Ochsner was the chief of trauma and surgical critical care at Memorial University Medical Center (MUMC) in Savannah, where he operated on more than 10,000 patients, according to a Savannah Morning News report.
"It didn't matter if you were the bank president or a bank robber, he treated you all the same," said colleague Carl Boyd, M.D., in the report.
Ochsner was remembered for his vision to improve the quality of and access to trauma care for all patients around the state. He also worked to establish the Institute for Injury Research and Prevention at MUMC, which launched last November with the goal of reducing and preventing injuries through research, training, education and outreach.
Patrick O'Neal, M.D., director of health protection at the Georgia Department of Public Health, called Ochsner an eloquent advocate for developing a robust trauma system in Georgia, the organization of care and prevention that works to treat injuries more efficiently or keep them from happening altogether.

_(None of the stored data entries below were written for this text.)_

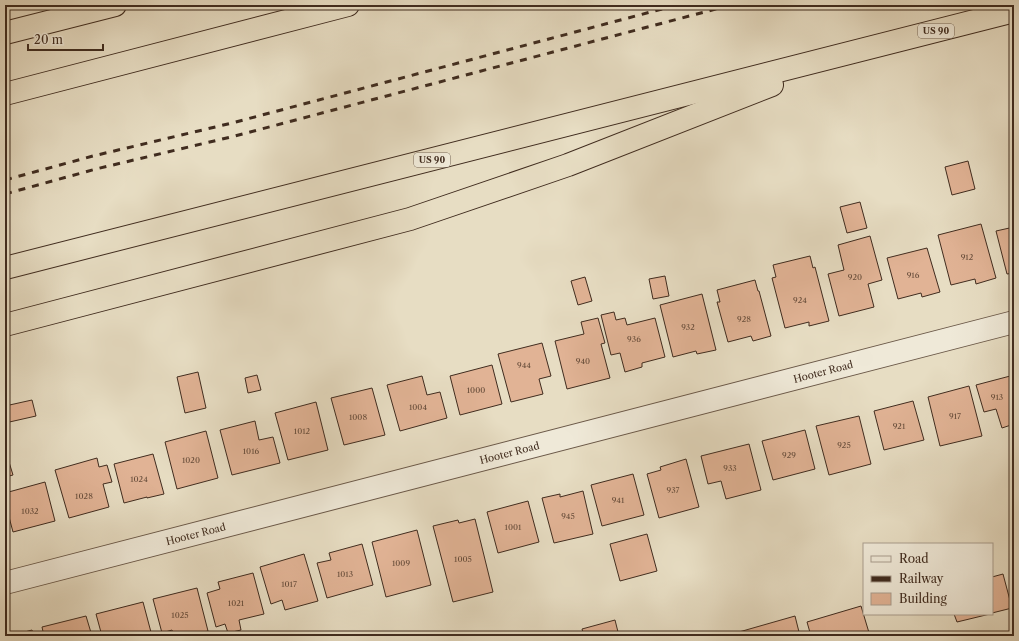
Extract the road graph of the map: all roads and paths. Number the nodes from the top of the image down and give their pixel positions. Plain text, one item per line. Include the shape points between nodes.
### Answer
1 (115, 5) edge
2 (348, 5) edge
3 (1014, 11) edge
4 (5, 33) edge
5 (858, 51) junction
6 (5, 94) edge
7 (5, 268) edge
8 (1014, 322) edge
9 (5, 325) edge
10 (5, 583) edge

1 - 4 highway
2 - 6 highway
3 - 5 highway, US 90
5 - 7 highway, US 90
5 - 9 highway via 568,165 410,219
8 - 10 street, Hooter Road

"Dr. Ochsner was a visionary who saw how we could reduce lives lost from injury, prevent serious injuries and improve the outcomes of those whose injuries couldn't be prevented. His vision was of an integrated system where data would be shared and analyzed among pre-hospital providers, trauma centers, trauma caregivers and rehabilitation professionals in the effort to reduce traumatic morbidity and mortality in Georgia. Although we have lost Dr. Ochsner, we must not lose his vision," O'Neal said.
According to the Savannah Morning News report, Ochsner came from a prominent medical family. His grandfather, Alton Ochsner, M.D., founder of the Ochsner Clinic in New Orleans, was the first physician to link tobacco smoking with lung cancer in a paper published in 1939.

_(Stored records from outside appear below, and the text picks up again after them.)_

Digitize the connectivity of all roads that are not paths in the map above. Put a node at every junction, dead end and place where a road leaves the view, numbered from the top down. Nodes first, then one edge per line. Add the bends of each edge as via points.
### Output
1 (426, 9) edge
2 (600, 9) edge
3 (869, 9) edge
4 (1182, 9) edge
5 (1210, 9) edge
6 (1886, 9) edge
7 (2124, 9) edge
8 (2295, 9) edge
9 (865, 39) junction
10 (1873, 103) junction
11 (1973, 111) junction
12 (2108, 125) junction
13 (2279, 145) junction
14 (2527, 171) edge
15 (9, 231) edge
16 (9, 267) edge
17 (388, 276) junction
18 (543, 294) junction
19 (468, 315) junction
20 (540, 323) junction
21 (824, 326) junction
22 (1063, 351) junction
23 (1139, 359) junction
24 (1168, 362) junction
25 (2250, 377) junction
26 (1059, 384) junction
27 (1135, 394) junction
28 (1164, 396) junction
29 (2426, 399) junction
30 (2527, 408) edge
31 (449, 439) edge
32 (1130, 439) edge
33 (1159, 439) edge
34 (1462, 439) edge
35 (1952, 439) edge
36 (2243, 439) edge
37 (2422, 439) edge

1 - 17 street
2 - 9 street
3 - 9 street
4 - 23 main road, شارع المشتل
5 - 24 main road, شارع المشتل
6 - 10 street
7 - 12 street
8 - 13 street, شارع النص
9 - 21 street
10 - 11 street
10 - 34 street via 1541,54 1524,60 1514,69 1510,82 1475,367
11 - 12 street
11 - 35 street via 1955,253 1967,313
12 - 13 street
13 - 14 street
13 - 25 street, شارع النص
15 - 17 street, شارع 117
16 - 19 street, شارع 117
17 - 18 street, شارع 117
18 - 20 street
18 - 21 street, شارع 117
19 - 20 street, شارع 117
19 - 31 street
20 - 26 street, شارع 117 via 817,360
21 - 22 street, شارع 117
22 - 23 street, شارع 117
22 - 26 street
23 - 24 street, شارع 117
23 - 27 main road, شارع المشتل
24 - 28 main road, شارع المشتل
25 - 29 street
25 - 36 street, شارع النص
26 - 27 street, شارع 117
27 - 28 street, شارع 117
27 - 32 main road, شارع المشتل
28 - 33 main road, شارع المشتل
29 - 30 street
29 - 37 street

Ochsner is remembered for his larger-than-life personality, his love of family and friends and his devotion to patients and his staff. Mark Murphy, M.D., a Savannah physician and friend of Ochsner's, recalled Ochsner's influence in a tribute published in the Savannah Morning News.
"An inspiration to medical students and surgical residents alike, he made them want to not only be better doctors; he made them want to be better people. He was tireless in his crusade to do the 'right thing' for each and every patient," Murphy wrote.